Smoking survey has surprises
Work breaks average 39 minutes daily
March 27, 2000
BY WENDY WENDLAND-BOWYER
DETROIT FREE PRESS STAFF WRITER
Meet the Michigan person who's most likely to be a smoker.
Chances are it's a man. Regardless, it's also highly possible that the person is a baby boomer who may be divorced.
If he or she quits, there's a healthy chance it was cold turkey. And for those who haven't quit, about 39 minutes of each work day is spent on smoke breaks.
These and other details on the smoking habits of Michigan residents were collected by EPIC/MRA, a Lansing research firm, for 17 hospital systems as part of a larger health survey of 1,800 Michigan adults. The data, to be released today, will be used by the hospitals to better understand patients in their geographical areas.

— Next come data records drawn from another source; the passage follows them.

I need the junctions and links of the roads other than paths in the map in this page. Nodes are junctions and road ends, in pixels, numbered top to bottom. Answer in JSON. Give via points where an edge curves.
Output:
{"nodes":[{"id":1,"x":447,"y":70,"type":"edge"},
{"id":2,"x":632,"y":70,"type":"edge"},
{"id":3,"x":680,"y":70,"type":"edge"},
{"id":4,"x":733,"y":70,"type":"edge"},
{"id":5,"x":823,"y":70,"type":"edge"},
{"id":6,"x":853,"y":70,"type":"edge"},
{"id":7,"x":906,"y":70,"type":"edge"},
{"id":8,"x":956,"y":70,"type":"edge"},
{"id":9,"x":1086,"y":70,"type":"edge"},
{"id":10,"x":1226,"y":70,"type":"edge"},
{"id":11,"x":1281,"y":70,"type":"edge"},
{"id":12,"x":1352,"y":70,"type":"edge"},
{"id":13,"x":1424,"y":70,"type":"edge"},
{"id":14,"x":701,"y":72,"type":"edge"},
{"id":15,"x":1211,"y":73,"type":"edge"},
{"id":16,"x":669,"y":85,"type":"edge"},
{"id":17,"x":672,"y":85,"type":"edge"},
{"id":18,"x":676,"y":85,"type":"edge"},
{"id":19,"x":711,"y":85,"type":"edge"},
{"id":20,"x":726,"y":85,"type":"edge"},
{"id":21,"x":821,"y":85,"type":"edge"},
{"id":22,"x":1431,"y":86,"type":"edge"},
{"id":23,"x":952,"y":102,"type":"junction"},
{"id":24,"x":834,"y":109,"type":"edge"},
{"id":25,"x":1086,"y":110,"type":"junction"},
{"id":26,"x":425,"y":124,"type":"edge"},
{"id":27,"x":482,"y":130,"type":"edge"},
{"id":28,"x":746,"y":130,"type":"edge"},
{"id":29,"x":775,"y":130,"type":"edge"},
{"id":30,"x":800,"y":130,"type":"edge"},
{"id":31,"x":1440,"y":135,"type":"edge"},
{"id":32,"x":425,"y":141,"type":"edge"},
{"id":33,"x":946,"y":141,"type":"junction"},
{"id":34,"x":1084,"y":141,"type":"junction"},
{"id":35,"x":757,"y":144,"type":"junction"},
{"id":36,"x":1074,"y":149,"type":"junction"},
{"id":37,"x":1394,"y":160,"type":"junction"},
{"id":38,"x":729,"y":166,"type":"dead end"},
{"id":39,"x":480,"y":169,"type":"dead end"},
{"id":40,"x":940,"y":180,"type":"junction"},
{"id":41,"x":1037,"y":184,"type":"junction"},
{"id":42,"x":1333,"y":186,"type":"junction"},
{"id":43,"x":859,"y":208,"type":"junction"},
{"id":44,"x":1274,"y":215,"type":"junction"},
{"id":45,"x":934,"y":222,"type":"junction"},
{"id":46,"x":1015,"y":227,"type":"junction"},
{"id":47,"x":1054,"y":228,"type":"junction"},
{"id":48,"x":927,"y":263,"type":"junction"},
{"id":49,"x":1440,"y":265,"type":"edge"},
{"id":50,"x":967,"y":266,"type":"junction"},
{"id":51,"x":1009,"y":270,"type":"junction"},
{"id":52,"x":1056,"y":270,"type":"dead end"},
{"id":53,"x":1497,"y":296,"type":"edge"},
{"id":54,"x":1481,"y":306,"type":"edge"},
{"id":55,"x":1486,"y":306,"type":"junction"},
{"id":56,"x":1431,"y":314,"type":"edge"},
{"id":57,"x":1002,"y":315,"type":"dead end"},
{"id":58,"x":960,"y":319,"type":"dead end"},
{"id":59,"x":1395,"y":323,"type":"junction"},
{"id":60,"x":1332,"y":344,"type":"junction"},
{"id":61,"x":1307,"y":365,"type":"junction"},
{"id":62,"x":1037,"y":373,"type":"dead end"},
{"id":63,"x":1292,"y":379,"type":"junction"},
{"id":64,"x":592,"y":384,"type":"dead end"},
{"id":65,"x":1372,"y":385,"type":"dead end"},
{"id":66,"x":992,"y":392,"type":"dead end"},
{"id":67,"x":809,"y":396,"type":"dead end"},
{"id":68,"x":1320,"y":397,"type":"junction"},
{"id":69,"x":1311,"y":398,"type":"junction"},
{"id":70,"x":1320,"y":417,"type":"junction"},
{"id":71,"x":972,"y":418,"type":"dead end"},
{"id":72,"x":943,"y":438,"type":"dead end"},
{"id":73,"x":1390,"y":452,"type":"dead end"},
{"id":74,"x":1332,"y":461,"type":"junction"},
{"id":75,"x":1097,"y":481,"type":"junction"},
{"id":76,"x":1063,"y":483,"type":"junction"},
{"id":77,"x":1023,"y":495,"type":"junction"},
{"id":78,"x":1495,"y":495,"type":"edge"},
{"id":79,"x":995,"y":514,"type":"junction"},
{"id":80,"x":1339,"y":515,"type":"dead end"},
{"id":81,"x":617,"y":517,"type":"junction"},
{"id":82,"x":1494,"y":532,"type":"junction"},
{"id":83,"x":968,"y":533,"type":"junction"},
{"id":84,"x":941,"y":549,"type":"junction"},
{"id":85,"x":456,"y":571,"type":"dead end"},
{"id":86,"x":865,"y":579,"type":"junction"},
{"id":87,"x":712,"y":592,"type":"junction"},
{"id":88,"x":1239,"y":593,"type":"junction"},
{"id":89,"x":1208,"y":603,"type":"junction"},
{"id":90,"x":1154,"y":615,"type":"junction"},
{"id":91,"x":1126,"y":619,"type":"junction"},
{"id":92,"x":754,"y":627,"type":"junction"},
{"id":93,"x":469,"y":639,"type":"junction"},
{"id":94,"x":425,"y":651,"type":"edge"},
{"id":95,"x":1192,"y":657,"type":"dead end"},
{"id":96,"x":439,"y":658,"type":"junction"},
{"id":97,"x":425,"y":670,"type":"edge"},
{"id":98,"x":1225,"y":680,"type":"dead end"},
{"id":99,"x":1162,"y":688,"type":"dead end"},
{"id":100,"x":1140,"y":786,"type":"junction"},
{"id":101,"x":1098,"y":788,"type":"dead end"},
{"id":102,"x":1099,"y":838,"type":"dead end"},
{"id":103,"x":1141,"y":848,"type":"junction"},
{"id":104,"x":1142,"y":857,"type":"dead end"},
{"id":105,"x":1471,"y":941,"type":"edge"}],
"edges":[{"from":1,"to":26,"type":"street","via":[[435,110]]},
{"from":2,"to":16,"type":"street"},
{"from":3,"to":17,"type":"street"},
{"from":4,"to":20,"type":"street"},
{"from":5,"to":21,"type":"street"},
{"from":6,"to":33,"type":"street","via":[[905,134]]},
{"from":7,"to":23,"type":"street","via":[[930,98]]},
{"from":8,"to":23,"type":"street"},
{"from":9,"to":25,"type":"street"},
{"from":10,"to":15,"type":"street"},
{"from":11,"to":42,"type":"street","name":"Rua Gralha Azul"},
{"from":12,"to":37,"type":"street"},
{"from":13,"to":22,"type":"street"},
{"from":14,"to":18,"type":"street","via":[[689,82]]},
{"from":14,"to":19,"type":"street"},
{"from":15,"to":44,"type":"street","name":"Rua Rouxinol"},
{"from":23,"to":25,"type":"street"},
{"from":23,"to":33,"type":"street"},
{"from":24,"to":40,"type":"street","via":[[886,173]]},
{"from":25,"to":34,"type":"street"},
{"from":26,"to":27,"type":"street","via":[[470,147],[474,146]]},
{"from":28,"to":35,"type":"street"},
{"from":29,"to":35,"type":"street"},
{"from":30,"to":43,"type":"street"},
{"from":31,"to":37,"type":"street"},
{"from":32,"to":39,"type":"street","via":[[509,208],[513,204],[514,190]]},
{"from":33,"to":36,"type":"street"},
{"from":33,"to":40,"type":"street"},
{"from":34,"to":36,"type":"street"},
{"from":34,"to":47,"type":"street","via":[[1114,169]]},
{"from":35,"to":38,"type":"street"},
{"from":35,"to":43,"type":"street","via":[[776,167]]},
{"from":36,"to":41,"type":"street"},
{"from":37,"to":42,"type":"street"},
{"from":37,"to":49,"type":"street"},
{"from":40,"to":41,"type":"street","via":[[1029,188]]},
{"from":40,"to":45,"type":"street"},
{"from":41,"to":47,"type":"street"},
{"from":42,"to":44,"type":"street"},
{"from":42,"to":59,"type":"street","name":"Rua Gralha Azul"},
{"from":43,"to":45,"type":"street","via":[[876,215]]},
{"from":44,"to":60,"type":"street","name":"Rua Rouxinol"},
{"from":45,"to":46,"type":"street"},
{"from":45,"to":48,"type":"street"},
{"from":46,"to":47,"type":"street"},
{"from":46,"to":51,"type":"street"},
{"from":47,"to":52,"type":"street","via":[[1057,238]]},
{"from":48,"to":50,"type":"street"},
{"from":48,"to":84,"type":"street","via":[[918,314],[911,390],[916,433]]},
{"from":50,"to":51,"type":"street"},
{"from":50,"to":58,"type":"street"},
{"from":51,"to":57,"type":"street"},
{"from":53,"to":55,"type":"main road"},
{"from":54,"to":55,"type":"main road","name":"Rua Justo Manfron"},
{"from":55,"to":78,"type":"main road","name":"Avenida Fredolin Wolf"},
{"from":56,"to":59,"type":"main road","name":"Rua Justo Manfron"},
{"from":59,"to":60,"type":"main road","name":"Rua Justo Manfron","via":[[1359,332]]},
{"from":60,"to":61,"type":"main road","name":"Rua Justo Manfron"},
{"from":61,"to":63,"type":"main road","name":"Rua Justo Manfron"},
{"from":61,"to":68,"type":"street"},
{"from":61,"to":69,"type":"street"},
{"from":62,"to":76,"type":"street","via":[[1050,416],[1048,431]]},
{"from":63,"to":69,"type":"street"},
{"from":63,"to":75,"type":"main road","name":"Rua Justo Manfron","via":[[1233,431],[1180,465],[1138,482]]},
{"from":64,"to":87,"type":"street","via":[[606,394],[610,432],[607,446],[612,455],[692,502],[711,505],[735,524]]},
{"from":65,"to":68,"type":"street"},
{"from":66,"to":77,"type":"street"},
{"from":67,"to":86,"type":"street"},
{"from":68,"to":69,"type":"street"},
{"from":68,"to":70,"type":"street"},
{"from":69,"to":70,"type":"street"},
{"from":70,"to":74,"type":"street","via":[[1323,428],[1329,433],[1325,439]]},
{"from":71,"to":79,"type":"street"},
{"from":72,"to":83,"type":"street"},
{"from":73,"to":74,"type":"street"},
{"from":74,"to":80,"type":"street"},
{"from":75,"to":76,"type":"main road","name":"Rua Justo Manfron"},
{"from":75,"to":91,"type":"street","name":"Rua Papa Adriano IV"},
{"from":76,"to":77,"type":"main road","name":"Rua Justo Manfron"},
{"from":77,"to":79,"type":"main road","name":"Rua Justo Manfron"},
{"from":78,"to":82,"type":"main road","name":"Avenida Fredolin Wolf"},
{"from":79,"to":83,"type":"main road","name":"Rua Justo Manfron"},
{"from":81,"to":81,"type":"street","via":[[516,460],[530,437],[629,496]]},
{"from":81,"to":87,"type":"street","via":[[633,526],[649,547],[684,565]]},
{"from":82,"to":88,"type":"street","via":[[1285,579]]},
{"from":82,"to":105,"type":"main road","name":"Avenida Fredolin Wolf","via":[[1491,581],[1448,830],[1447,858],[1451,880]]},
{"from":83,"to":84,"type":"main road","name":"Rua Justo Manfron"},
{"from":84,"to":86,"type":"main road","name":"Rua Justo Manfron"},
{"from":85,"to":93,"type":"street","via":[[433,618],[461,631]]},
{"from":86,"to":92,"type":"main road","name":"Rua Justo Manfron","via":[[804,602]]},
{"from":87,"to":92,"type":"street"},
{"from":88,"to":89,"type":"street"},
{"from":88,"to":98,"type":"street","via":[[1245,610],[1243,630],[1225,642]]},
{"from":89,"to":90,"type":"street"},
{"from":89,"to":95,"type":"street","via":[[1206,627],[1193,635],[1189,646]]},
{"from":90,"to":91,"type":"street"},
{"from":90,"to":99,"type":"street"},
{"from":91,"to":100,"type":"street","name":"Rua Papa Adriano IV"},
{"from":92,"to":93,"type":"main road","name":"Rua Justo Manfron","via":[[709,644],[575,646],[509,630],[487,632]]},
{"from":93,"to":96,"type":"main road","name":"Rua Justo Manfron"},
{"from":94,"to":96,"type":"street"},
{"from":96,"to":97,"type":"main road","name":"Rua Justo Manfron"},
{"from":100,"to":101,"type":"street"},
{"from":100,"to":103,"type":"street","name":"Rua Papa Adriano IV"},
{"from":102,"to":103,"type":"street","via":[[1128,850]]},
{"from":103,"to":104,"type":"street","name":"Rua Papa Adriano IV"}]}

Twenty-one percent of the state's adults are smokers. Twenty-three percent of all men statewide are smokers; 19 percent of women smoke.
One statistic that surprised Lindsey West, head of health promotion at Oakwood Healthcare System in Dearborn, was that smokers typically take three smoking breaks each workday averaging 13 minutes apiece.
If the employee is paid an average of $13 an hour, Michigan employers spend $1.7 billion on employee smoke breaks.
"This may motivate employers to say this is a dramatic problem. Not only is there the health cost impact, but there's a productivity issue," said West, adding that her hospital system may use this statistic when telling employers about its work-site program that aims to help employees quit. Oakwood, Beaumont Hospital in Royal Oak and St. John Health System in Detroit are the metro-area hospitals that participated in the survey. EPIC/MRA conducted the random phone survey from Feb. 16 to March 2; it has a margin of error of plus or minus 2 percentage points.
Twenty-three percent of younger people smoke at nearly the same rate as their parents, the baby boomers, who have a rate of 25 percent. Blacks and whites smoke at the same rate, 21 percent, but for Hispanics, the rate is 39 percent.
The survey found 41 percent of Michigan's current smokers have tried to quit but failed. Twenty-one percent of all adults who used to smoke have kicked the habit. About half of all former smokers -- 49 percent -- quit cold turkey.
The latter point struck Vernice Davis Anthony, senior vice president of community health at St. John Health System in Detroit.
"To me, that says the greatest hurdle for individuals is making up their mind to quit smoking. Once a decision is made, they're probably going to be able to quit," she said.
St. John will likely use the survey results in urging staff to stress the importance of quitting to patients, Anthony said. That includes encouraging patients who unsuccessfully tried to stop to try again.
Detroiter Brenda Adams, 47, has been a smoker for 30 years. Her doctor has told her to quit, she knows she should quit, but so far, she hasn't been able to do it.
"Right now I'm at a point where I used to say I smoke because I enjoy it. I couldn't even say that now," said Adams, who smokes about a pack a day.
Adams said she's not sure what it would take to get her to stop.
She used to think price would motivate her, telling herself she would quit when cigarettes reached $1 a pack. Now they're nearly $4 a pack, but she's still smoking.
The survey found price had the biggest impact in motivating young people ages 25-29 to quit, at 35 percent. The overall survey reported the top reasons people quit are health, 61 percent; family, 10 percent; personal experience, 10 percent, and money, 5 percent.
About 13 percent of all quitters get help through hypnotism, chewing gum, nicotine patches or smoking cessation classes. Just 1 percent of those who quit used a smoking cessation class.
The survey also shows the number of smokers decreases as people age. In the survey, 30- to 40-year-olds are most likely to smoke, at 28 percent. By ages 55 to 64 the number drops to 17 percent, and at 65 or older, it's 11 percent.
Jim Bergman, head of the National Center for Tobacco Free Older Persons in Ann Arbor, said the survey's senior numbers reflect national statistics.
"You on average lose 12 to 15 years of expected life if you're a smoker. So that means a lot of smokers die before they reach 65, reducing the number of smokers as a percent of the population," he said.
The survey suggests the number of adult smokers in Michigan is declining.
A similar survey of adult smokers by the Behavioral Risk Factor Surveillance System Survey coordinated by the U.S. Centers for Disease Control and Prevention showed Michigan had the fourth highest smoking rate in the country in 1998, at 27.4 percent.
That rate is expected to drop a percentage point or two for 1999, and 2000 numbers won't be available until next year.